Nous ne faisions pas d’extravagance, à cette époque, et bien que la guerre soit passée depuis longtemps, plusieurs personnes aînées ont conservé ces habitudes, sans s’en rendre compte.
Je viens de terminer une courte biographie pour l’Université Queen’s où j’ai reçu mon diplôme en sciences infirmières. C’est un profil qui a été soumis dans le cadre du 75e anniversaire de l’école.
Ils m’ont envoyé un questionnaire un peu difficile à répondre. On y demandait ce que j’avais retiré du programme. Le problème est que je n’ai pas terminé le programme de façon habituelle.
Je me suis retrouvée au Yukon après ma formation à Montréal. On m’avait demandé de prendre le territoire de Watson Lake où j’ai travaillé pendant 10 mois. J’aimais le travail, mais j’étais jeune et ma famille me manquait. Je trouvais cela très dur. Alors, je suis rentrée à Arnprior en Ontario.

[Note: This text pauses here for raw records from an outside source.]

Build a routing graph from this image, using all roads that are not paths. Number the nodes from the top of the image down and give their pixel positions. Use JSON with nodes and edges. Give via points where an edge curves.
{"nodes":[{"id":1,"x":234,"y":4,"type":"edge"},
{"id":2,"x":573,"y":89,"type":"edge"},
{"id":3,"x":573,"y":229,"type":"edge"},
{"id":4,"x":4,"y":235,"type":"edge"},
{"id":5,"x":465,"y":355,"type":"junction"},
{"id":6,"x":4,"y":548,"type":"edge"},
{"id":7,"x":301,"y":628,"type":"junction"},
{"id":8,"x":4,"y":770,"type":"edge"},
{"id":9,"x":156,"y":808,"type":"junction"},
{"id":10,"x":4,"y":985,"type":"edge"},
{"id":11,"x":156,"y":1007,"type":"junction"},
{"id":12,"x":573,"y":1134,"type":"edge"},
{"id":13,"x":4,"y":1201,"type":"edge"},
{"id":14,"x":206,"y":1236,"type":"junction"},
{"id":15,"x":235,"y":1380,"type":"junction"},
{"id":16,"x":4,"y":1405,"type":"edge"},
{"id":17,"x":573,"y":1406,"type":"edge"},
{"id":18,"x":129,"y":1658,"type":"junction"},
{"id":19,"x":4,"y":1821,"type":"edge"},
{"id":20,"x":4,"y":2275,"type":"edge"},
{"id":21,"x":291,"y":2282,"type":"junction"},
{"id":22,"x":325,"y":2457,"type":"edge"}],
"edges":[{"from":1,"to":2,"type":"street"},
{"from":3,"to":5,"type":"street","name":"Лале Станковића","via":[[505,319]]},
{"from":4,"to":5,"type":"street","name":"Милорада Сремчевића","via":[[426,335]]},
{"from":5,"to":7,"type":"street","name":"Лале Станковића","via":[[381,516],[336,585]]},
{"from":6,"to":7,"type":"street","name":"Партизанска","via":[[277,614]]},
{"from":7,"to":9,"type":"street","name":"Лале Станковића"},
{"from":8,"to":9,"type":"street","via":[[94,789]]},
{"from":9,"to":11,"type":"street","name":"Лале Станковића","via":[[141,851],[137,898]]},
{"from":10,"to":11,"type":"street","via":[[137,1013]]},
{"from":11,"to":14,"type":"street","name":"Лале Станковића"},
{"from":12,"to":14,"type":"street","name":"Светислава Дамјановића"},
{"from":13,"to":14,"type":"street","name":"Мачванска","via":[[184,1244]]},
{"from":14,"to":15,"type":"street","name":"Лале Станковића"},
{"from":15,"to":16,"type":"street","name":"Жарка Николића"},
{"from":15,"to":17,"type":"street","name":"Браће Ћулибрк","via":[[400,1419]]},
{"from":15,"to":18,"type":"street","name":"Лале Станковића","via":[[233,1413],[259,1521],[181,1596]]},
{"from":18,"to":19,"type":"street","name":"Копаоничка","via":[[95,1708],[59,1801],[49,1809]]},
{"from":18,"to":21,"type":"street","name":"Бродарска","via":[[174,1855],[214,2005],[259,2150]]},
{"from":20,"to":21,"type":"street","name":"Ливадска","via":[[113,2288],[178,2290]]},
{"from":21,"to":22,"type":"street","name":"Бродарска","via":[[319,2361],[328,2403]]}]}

Puis, moins de deux mois après mon retour, je recevais un appel de Northern Health Services. On voulait que je revienne. Alors, cette fois, je suis repartie en voiture pour me rendre à Dawson City où je suis restée 2 ans. C’est environ à ce moment-là que j’ai décidé de retourner aux études et je suis allée à l'Université Queen’s.
En arrivant à Queen’s, j’avais déjà un premier diplôme en sciences infirmières de l’hôpital général de Montréal; j’avais également travaillé dans les communautés pendant trois ans en plus d’avoir pris un an d’expérience dans un hôpital.
Je me suis retrouvée parmi des gens qui n’avaient aucune expérience. J’avais vu pas mal tout ce que la vie dans le Grand Nord pouvait faire à quelqu’un et c’était difficile de m’adapter et d’apprendre à penser. Il y avait deux types de personnes dans ce programme : celles qui étaient déjà infirmières et celles qui étaient néophytes.
Je me souviens du cours d’anglais de première année. J’avais toujours eu d’excellentes notes en anglais, pourtant, je ne réussissais pas ce cours. Le professeur était très déçu par mon travail. Mais il était patient et m’avait gentiment fait comprendre les erreurs de mon approche :
« Vous êtes une étudiante adulte. Vous êtes exactement comme les gens qui ont fait la guerre. Combien de temps consacrez-vous à étudier? » m’avait-il demandé. « Très peu. Je crois en savoir suffisamment pour agir. Ce qui doit être fait, je le fais. »
« C’est là votre erreur. » Il avait eu le même genre d’expérience et de formation, m’avait-il confié, « à présent, vous devez prendre votre temps et penser à ce que vous faites et si c’est la bonne approche. » Ce fut une adaptation difficile, mais j’ai finalement obtenu un A.
J’ai compris ce qu’il voulait dire. Si vous aviez combattu au front, ou si vous aviez travaillé en région isolée, vous faisiez face à des options limitées. Vous ne pouviez pas vraiment agir selon les meilleures approches du temps. Il fallait tenter de sauver la vie et le plus rapidement possible, selon les circonstances.
La guerre n’a jamais été ma motivation à devenir infirmière. En fait, je me suis inscrite au programme parce qu’on privilégiait les diplômées en sciences infirmières pour les emplois d’agents de bord et je voulais travailler pour CP Air afin de voyager.
Mes idéaux ont rapidement changé avec l’expérience de travail et la formation que j’ai reçues, et je me suis rendu compte qu’à part le côté éblouissant du travail d’une agente de bord, il y avait une autre réalité qui ne me convenait vraiment pas.
Au fond, je voulais plutôt faire une vraie différence dans la vie des gens.